Collected data
-.-.-
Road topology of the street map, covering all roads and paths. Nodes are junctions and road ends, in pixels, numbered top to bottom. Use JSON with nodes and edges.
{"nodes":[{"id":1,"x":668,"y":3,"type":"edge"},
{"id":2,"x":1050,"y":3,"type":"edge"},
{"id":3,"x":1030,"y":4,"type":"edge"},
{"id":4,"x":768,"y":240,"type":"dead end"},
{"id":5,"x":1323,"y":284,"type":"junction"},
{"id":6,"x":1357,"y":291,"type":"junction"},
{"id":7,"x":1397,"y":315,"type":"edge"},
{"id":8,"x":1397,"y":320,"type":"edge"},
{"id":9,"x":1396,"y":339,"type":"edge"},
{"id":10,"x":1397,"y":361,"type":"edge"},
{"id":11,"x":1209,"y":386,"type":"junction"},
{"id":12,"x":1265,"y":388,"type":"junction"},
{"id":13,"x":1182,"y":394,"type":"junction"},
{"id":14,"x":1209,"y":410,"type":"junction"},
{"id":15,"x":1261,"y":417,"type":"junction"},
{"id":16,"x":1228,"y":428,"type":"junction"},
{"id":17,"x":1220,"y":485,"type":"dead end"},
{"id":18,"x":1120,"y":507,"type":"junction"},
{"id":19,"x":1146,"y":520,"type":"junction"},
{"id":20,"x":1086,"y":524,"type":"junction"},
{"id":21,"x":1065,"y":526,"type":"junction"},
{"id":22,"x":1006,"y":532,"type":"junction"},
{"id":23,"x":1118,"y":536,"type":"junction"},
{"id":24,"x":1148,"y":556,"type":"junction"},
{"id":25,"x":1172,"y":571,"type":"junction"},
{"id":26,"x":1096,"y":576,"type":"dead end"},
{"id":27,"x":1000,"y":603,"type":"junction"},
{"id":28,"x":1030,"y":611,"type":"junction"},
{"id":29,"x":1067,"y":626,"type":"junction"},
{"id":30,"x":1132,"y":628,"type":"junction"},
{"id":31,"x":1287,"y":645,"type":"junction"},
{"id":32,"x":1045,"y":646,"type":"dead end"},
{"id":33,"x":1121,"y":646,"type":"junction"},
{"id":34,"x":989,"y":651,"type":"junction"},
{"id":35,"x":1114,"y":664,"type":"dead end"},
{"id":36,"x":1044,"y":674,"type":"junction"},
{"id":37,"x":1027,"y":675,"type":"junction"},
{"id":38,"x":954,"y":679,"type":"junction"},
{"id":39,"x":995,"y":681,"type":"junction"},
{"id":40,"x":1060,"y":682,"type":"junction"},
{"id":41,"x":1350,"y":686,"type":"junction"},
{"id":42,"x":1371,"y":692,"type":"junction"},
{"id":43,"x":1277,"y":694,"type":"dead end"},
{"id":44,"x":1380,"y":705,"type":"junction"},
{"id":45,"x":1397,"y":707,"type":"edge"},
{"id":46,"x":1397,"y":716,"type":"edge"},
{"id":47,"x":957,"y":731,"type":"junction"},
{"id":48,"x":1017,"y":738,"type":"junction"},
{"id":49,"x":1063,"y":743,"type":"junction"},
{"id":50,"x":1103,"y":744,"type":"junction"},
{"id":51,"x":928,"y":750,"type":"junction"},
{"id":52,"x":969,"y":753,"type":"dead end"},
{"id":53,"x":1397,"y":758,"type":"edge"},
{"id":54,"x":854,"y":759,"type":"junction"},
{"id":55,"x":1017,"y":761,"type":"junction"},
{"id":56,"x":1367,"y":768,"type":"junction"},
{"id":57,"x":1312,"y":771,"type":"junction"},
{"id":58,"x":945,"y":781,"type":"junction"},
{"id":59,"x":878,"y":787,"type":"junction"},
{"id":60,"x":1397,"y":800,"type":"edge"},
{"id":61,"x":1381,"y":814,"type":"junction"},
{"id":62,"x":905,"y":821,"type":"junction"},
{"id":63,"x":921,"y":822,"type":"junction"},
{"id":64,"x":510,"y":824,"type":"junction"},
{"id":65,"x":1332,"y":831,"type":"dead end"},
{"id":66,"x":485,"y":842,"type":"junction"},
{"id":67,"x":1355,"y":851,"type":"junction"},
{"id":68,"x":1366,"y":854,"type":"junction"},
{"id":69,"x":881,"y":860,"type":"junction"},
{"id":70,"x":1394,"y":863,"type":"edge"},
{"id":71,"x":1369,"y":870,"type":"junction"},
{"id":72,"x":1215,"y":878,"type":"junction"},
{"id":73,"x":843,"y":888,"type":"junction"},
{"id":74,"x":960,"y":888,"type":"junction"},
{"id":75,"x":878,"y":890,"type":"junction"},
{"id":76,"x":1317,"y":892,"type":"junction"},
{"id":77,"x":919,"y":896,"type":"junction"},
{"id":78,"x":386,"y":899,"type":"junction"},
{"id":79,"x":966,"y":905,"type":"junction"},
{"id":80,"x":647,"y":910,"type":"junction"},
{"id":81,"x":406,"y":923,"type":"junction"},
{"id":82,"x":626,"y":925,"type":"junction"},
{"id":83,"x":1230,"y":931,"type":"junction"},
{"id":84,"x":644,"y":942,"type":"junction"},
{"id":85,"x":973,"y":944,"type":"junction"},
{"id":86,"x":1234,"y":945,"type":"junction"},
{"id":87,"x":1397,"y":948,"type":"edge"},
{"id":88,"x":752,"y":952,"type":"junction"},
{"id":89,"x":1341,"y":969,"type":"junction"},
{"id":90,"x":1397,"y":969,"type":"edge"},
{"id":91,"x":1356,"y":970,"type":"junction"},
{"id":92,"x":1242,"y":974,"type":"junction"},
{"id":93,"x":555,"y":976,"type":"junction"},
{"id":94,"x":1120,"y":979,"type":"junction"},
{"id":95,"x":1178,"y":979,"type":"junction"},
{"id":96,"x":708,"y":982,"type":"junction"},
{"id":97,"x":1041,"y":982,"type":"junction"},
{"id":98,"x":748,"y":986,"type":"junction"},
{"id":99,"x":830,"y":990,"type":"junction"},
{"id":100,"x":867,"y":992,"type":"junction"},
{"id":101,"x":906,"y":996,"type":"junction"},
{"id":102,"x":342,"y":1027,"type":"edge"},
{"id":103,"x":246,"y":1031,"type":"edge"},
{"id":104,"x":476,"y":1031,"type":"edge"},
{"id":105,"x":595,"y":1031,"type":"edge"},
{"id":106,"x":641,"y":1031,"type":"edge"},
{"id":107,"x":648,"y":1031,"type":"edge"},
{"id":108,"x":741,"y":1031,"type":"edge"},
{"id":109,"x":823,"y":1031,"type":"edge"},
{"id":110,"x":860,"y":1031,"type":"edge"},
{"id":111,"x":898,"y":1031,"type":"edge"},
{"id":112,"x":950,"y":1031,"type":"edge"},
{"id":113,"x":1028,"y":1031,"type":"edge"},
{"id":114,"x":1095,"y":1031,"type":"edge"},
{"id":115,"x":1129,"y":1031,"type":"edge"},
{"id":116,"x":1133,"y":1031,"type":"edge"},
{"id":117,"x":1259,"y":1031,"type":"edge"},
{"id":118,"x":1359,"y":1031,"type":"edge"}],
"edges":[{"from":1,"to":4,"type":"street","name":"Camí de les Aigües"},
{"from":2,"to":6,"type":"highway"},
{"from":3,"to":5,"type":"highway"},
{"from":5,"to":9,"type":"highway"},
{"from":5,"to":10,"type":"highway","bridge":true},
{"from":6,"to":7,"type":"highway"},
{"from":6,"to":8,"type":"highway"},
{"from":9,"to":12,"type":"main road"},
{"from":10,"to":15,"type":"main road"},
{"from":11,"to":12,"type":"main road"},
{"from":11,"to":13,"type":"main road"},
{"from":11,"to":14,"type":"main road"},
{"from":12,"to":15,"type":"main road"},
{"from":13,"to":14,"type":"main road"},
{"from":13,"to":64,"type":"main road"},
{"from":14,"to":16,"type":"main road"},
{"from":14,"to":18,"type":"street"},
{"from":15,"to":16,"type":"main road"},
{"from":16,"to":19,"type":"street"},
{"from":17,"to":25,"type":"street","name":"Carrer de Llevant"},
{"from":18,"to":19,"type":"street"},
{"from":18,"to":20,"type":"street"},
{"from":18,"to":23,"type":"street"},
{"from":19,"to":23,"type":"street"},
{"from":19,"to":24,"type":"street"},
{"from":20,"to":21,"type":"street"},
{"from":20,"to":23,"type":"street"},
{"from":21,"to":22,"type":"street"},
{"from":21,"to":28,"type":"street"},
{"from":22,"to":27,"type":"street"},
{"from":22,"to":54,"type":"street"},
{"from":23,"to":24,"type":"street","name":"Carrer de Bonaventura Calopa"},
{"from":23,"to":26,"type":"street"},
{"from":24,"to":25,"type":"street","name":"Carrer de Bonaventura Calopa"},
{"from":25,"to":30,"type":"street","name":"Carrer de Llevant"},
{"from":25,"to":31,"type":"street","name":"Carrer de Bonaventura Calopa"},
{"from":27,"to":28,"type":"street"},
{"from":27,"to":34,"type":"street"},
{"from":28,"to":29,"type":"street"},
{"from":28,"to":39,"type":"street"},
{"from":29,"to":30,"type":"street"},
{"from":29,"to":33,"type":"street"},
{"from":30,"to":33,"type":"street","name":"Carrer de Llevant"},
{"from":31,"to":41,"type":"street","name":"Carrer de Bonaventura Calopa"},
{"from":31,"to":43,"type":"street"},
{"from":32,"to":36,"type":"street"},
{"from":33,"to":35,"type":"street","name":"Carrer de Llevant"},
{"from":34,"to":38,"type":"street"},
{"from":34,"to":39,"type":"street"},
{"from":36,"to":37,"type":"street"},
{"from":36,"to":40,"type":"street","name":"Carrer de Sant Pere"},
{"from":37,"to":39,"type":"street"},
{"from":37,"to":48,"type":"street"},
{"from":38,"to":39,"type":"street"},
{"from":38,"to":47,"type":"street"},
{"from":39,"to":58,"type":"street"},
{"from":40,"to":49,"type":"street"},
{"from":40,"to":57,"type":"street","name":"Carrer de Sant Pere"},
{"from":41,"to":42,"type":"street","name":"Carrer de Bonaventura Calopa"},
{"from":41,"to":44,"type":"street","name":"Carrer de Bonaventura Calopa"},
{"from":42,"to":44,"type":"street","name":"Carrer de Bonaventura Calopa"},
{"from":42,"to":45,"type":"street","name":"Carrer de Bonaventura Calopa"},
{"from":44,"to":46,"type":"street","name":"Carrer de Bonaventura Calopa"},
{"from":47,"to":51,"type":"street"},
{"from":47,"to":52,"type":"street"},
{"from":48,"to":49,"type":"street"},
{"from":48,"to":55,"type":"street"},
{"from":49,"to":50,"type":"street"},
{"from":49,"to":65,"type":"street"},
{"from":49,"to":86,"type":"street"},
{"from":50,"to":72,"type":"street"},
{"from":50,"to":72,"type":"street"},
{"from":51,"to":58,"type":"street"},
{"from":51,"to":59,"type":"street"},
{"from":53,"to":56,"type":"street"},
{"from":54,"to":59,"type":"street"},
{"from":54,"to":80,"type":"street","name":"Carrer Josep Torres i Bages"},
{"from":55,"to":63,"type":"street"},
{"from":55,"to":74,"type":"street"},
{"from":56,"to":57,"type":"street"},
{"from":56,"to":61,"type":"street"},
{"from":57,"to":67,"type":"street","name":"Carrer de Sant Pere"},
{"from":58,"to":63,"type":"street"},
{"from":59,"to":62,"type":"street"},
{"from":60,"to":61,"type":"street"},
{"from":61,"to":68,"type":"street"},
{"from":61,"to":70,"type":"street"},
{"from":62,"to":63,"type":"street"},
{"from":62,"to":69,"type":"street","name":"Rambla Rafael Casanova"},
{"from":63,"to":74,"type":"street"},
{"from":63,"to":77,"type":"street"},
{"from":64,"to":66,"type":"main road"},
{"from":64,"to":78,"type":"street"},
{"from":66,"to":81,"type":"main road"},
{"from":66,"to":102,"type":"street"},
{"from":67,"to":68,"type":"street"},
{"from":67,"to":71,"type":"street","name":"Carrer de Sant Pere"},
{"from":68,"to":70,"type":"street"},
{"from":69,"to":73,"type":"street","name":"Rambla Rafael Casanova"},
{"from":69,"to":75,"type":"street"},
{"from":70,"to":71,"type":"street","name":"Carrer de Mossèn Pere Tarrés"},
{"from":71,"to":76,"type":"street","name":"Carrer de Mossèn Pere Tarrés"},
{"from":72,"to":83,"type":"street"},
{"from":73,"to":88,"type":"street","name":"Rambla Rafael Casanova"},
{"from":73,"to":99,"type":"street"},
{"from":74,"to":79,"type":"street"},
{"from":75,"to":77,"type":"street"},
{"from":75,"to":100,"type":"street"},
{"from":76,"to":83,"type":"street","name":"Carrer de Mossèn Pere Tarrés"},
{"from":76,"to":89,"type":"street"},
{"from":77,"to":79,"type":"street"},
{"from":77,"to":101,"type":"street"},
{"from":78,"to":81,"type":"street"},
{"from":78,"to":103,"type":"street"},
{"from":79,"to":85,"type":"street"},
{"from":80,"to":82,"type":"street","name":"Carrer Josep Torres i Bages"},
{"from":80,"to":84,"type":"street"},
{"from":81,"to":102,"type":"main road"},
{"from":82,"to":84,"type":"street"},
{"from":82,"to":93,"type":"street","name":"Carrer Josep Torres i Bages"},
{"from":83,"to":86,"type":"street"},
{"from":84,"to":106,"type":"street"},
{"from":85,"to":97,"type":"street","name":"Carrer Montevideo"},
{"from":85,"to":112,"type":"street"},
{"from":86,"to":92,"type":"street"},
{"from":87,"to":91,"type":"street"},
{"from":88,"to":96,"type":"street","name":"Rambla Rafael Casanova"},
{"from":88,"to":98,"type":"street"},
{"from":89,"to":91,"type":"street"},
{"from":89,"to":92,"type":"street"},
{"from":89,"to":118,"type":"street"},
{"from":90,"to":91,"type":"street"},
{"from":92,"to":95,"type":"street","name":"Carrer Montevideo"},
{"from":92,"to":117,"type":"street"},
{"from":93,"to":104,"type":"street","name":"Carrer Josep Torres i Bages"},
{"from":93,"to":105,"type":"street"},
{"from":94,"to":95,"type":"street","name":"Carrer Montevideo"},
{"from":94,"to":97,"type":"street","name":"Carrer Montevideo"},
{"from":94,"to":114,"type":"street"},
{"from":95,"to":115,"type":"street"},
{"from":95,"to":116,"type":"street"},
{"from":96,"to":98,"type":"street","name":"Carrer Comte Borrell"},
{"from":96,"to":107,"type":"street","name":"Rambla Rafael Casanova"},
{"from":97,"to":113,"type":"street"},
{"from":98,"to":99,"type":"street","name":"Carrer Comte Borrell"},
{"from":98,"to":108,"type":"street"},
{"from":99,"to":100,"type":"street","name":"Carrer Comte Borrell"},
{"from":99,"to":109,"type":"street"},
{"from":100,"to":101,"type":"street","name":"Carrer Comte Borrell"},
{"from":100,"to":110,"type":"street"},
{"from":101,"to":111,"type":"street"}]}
-.-.-
◆ **WHAT THE TASK ASKS**:
Which lines above include the string "Mossèn"? Show them.

◆ **ANSWER TO THE EXERCISE**:
{"from":70,"to":71,"type":"street","name":"Carrer de Mossèn Pere Tarrés"},
{"from":71,"to":76,"type":"street","name":"Carrer de Mossèn Pere Tarrés"},
{"from":76,"to":83,"type":"street","name":"Carrer de Mossèn Pere Tarrés"},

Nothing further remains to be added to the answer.